Both the backgrounds and sprites are done simaltaneously, with the PPU accessing VRAM once every two cycles. They have 616 VRAM accesses per line, with 2 access per pixel.
Aren't the CPU, PPU, IWRAM, and VRAM all on the same chip?
Psyco probably meant "chip" in the sense that CGRAM and OAM are separate "chips" on the NES PPU or the GBA CPU: separate RAM cores on one die.
Does GBA use the same interweaved pattern/map byte format for so-called "Mode 7" as the SNES does? I know that it uses bytes for both tile references and pixels, just like the SNES, but I can't find a document that says they are interweaved.

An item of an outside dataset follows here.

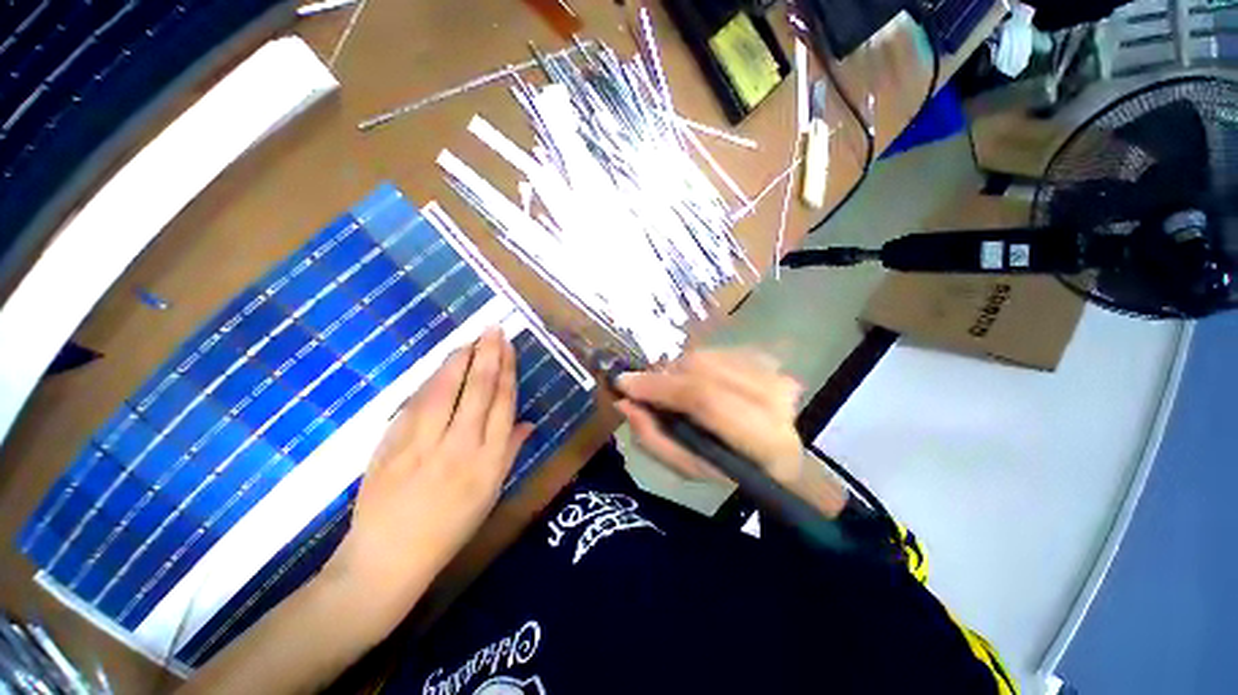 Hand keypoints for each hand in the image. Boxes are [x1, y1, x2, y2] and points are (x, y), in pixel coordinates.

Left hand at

If they are not interweaved, than why are the tile references 8-bit, and how would the CPU still have enough time to write to vram during active display, because it would need to access 4 memory times in one pixel, in order to show 2 layers of "Mode 7." I know that on the SNES, there are actually 2 8-bit VRAM banks, that act as a single unit for everything but Mode 7, with one bank being the tile map, the other being the pattern table.
Having programmed a mode 1 game myself and watched mode 2 demos work in the VRAM viewer of VBA, I can tell you that the sort of interleave seen in Super NES mode 7 isn't present. The PPU appears to run at four times the dot clock rate, which in mode 2 allows for two map reads and two texture reads per pixel. This leaves the rest of the line for sprite fetches.

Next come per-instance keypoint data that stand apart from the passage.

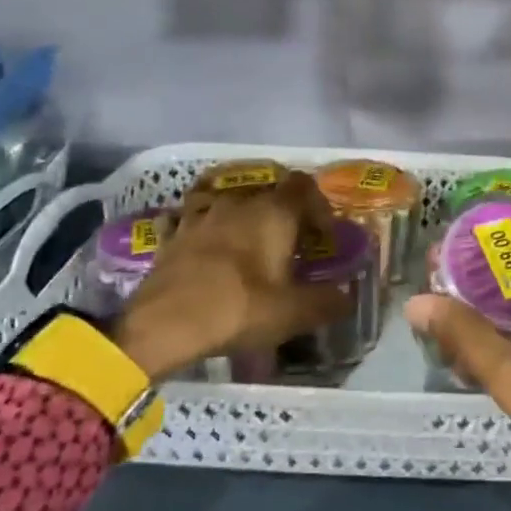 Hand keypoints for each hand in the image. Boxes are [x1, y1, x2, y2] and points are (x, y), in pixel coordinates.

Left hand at [112, 169, 349, 383]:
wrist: (163, 324)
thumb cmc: (238, 309)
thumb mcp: (293, 313)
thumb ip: (328, 302)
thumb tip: (347, 299)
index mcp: (273, 213)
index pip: (304, 186)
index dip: (318, 206)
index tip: (322, 236)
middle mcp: (238, 203)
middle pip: (268, 193)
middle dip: (283, 215)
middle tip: (290, 248)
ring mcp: (201, 215)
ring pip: (229, 202)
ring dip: (242, 218)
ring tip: (247, 247)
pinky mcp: (174, 234)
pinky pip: (194, 219)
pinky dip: (204, 229)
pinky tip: (205, 247)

I've read that VRAM access during active display just takes away from the sprite unit's accesses.
The Game Boy delays the processing of the rest of the scanline if it has to do certain kinds of processing. This is because the LCD doesn't need pixels clocked in quite as regularly as a CRT. Speculation: I wonder if this is true of the GBA. If all background fetching happens first, and then sprite pattern fetching, it's possible that VRAM accesses during active picture cause background accesses to be delayed, which in turn causes sprite accesses to be delayed, which in turn may cause dropout.

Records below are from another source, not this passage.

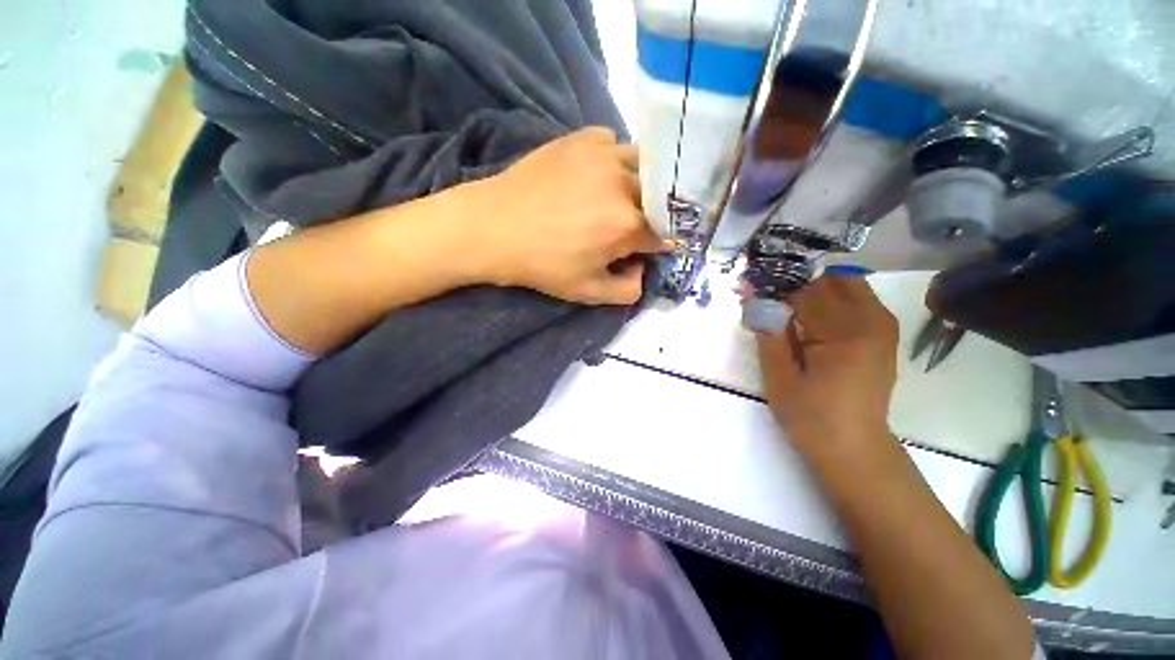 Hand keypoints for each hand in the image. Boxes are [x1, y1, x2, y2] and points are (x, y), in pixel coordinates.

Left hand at [464, 127, 666, 304]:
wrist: (494, 228)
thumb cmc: (543, 265)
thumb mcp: (588, 293)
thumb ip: (628, 290)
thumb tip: (642, 268)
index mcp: (627, 225)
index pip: (666, 232)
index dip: (660, 244)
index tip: (647, 248)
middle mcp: (624, 184)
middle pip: (660, 196)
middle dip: (653, 214)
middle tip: (632, 225)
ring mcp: (603, 155)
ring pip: (643, 164)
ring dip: (640, 183)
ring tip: (619, 197)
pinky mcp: (581, 139)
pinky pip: (614, 143)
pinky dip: (614, 159)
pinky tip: (597, 175)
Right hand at [756, 275, 899, 455]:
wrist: (854, 448)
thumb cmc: (811, 418)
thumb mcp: (779, 378)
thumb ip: (769, 334)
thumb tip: (758, 299)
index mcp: (845, 333)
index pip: (806, 290)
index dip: (776, 288)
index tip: (753, 291)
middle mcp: (872, 320)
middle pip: (831, 278)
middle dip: (798, 284)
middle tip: (773, 303)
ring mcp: (882, 325)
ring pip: (845, 284)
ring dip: (814, 290)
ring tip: (789, 312)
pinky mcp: (883, 334)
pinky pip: (856, 299)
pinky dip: (830, 300)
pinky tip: (811, 322)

Does that mean there can only be 240 pixels of rotation/scaling sprites before flicker, and less while writing to VRAM?
"Less when writing to VRAM" yes. I don't know the exact timings; I never ran into significant overflow in any of my GBA productions.
One of the GBA docs said that it PPU renders sprites the entire scanline, and takes 2 cycles per rotation/scaling pixels. If that is the case, then the 32kB of sprite patterns must be separate from the 64kb used for backgrounds.
However, the background takes up half the sprite memory in bitmap modes. There must be something complicated going on here. What motivated you to investigate this? Are you trying to make a cycle-accurate GBA emulator or a demo that depends on cycle accuracy or pushes the sprite limit?
I am just interested in how the circuitry works.
I'm not too sure myself, but apparently the GBA uses an advanced memory bus which is ridiculously more complex than what is found in the NES or even the SNES.
The bus allows variable length wait states, so that one device can "wait" for another to finish the transfer before it uses the bus. Because of this, every cycle can be used for a good use, unlike the NES where there is dead cycles everywhere both on the CPU and PPU side.